What you have to do
Your answer must be a single number: how many lines of the data include "street".

Data records
Segment Open

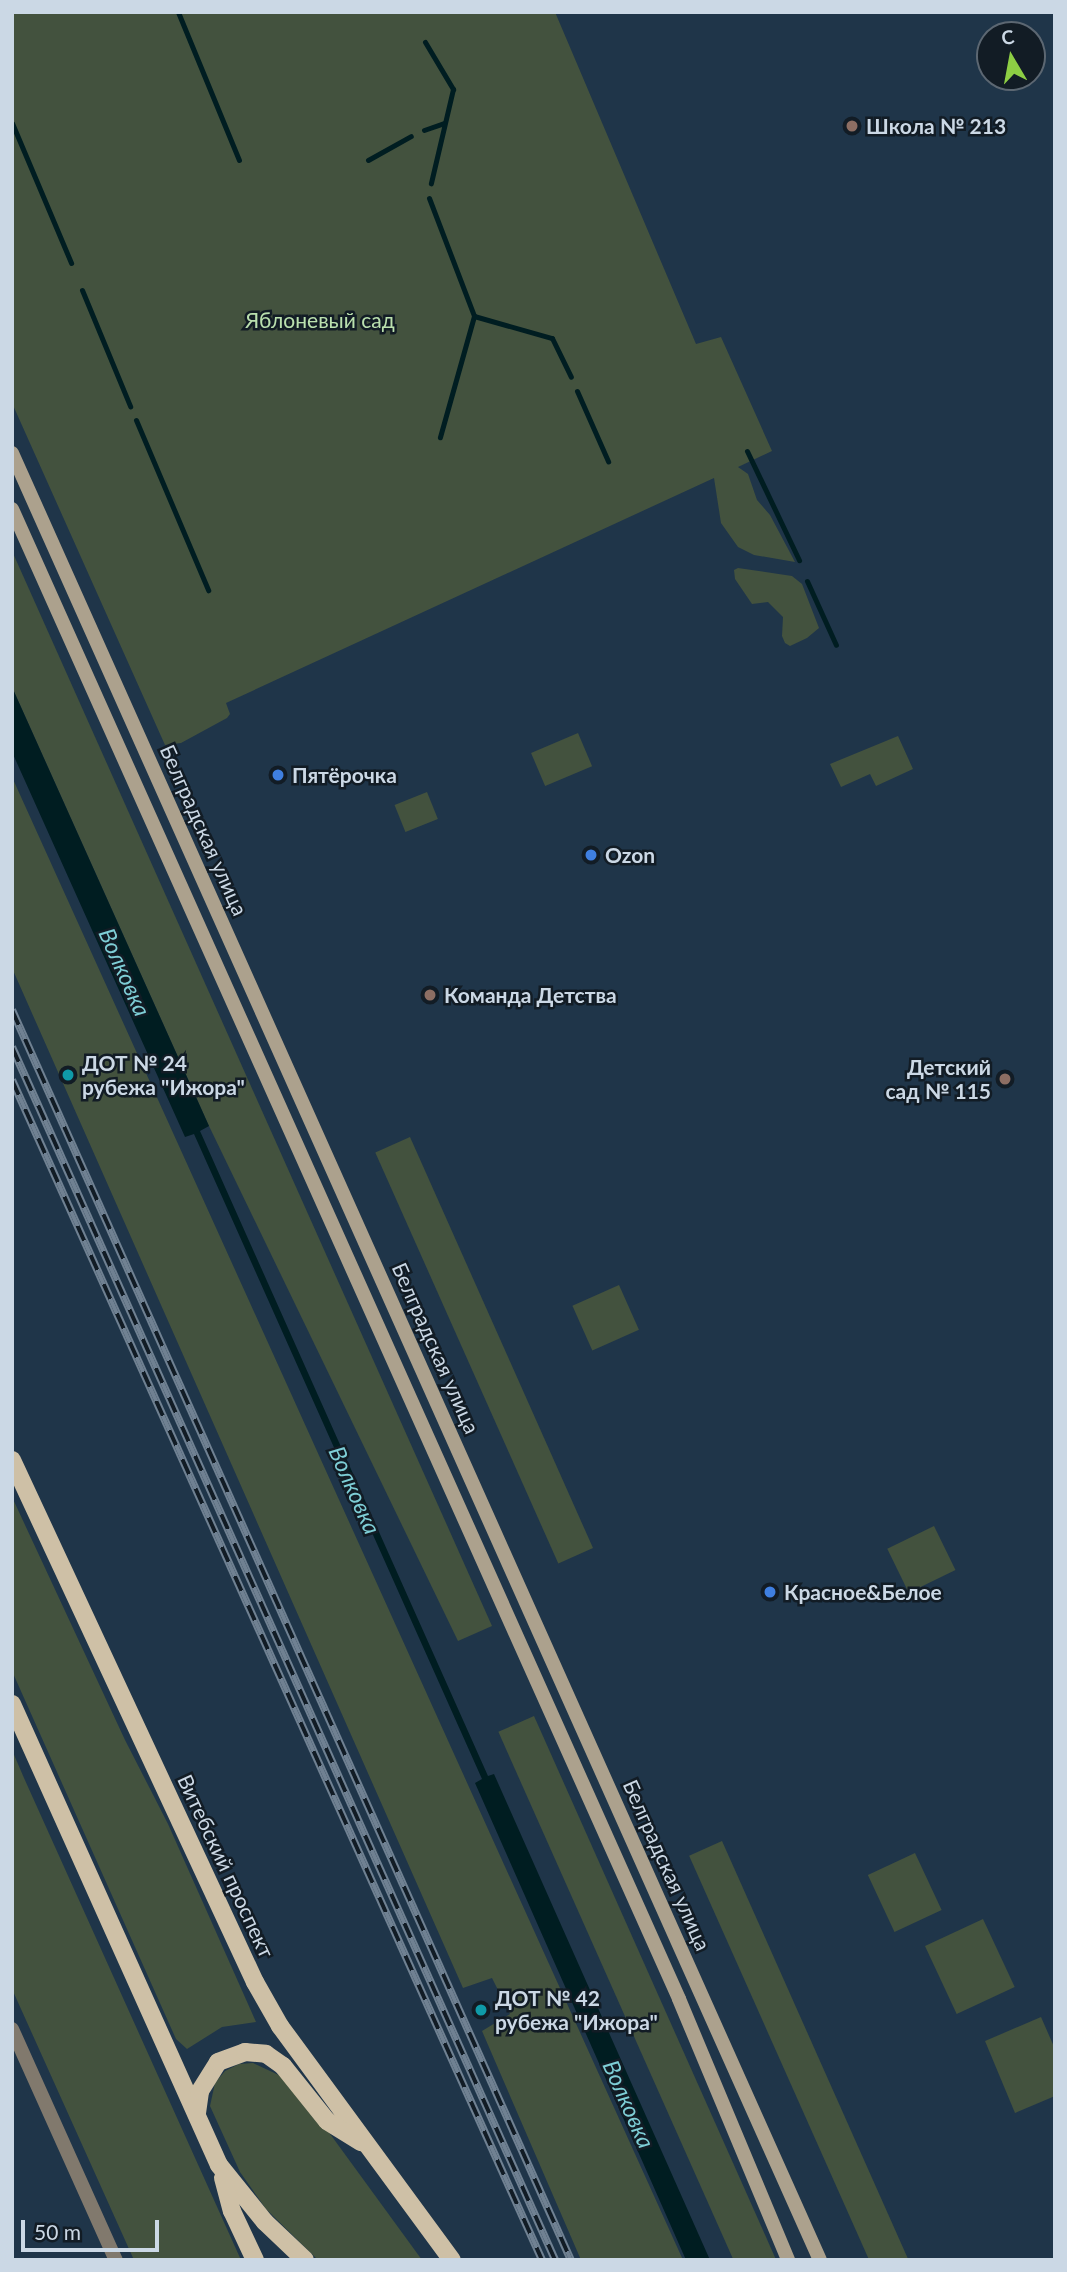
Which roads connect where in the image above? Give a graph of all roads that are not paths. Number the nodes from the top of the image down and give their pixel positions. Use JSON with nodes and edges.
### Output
{"nodes":[{"id":1,"x":12,"y":453,"type":"edge"},
{"id":2,"x":12,"y":509,"type":"edge"},
{"id":3,"x":12,"y":1460,"type":"edge"},
{"id":4,"x":12,"y":1704,"type":"edge"},
{"id":5,"x":12,"y":2028,"type":"edge"},
{"id":6,"x":196,"y":2114,"type":"junction"},
{"id":7,"x":368,"y":2146,"type":"junction"},
{"id":8,"x":219,"y":2165,"type":"junction"},
{"id":9,"x":116,"y":2260,"type":"edge"},
{"id":10,"x":255,"y":2260,"type":"edge"},
{"id":11,"x":305,"y":2260,"type":"edge"},
{"id":12,"x":452,"y":2260,"type":"edge"},
{"id":13,"x":788,"y":2260,"type":"edge"},
{"id":14,"x":820,"y":2260,"type":"edge"}],
"edges":[{"from":1,"to":14,"type":"street","name":"Белградская улица"},
{"from":2,"to":13,"type":"street","name":"Белградская улица"},
{"from":3,"to":7,"type":"main road","name":"Витебский проспект"},
{"from":4,"to":6,"type":"main road"},
{"from":5,"to":9,"type":"street"},
{"from":6,"to":7,"type":"main road"},
{"from":6,"to":8,"type":"main road"},
{"from":7,"to":12,"type":"main road","name":"Витебский проспект"},
{"from":8,"to":10,"type":"main road"},
{"from":8,"to":11,"type":"main road"}]}
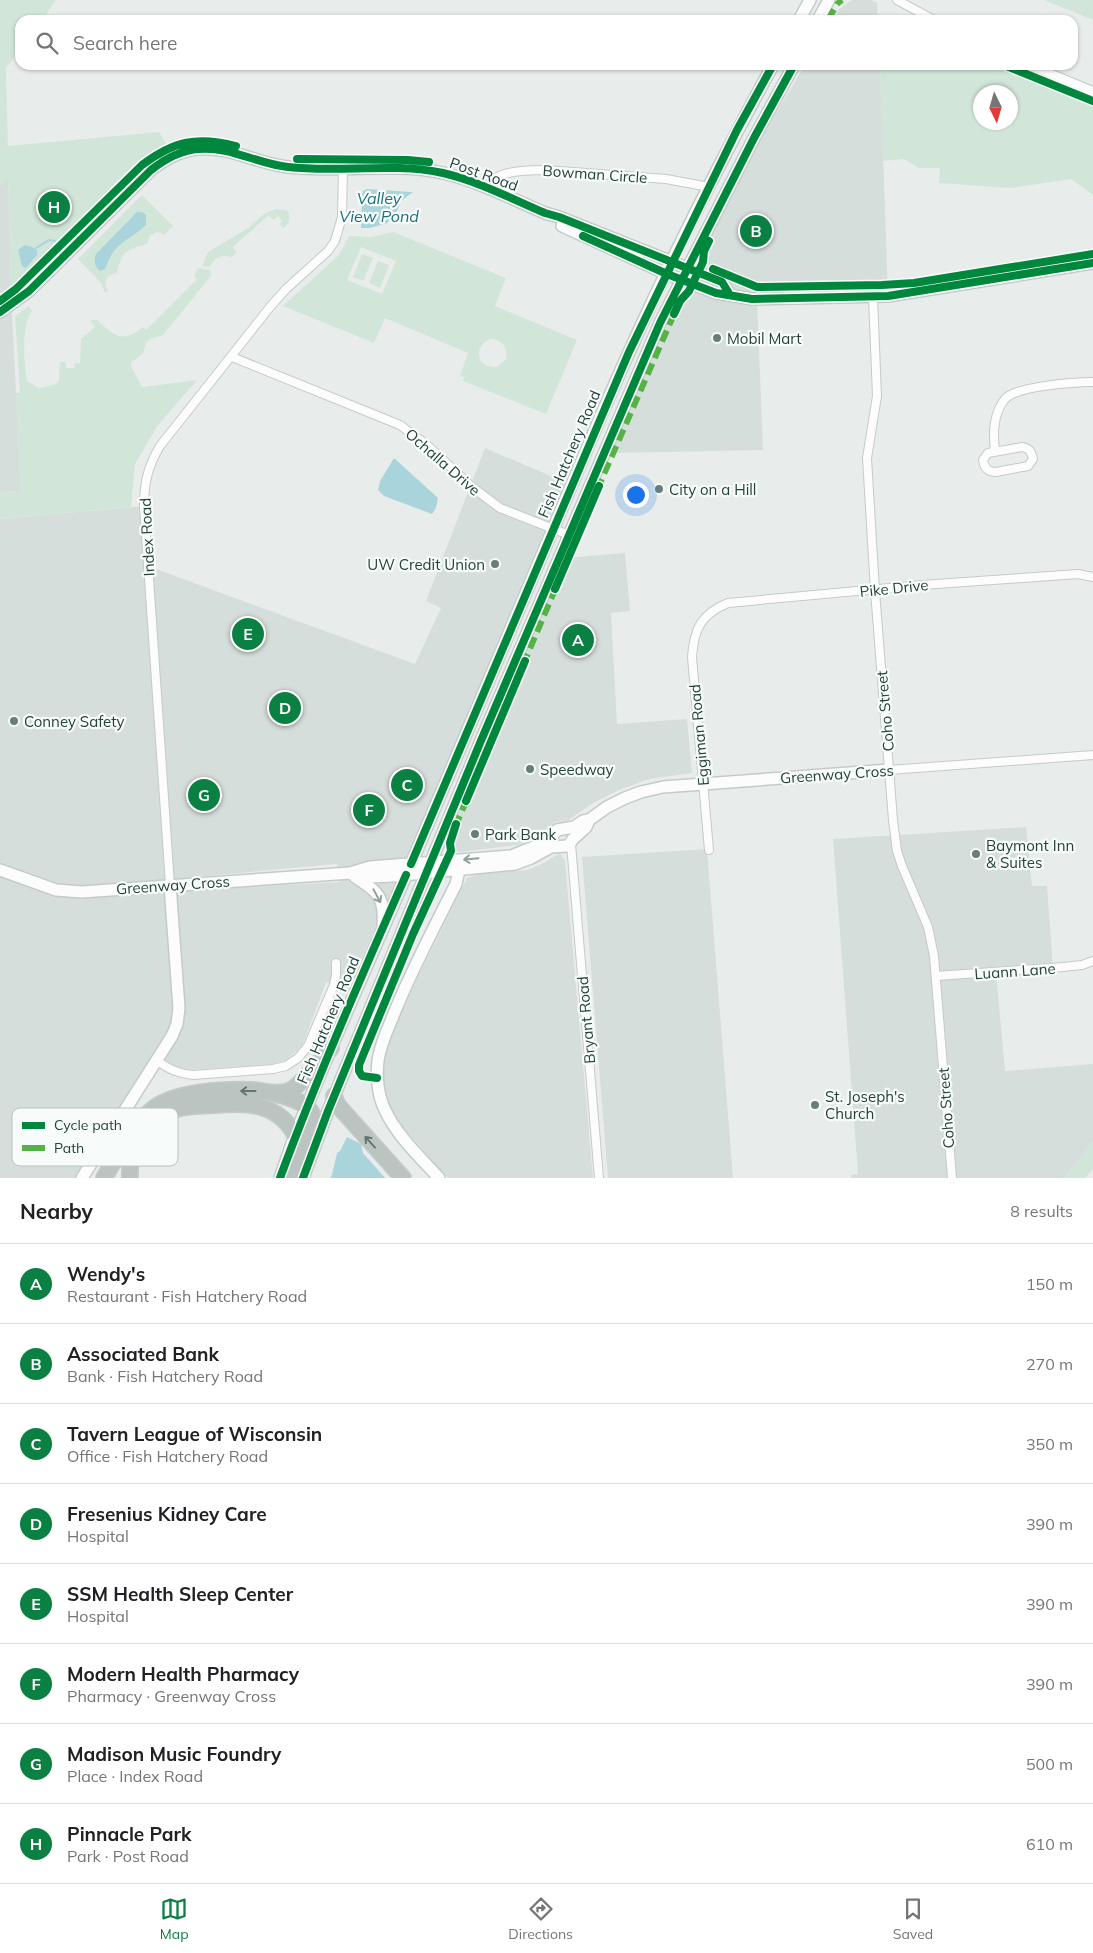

Segment Closed

Task result
3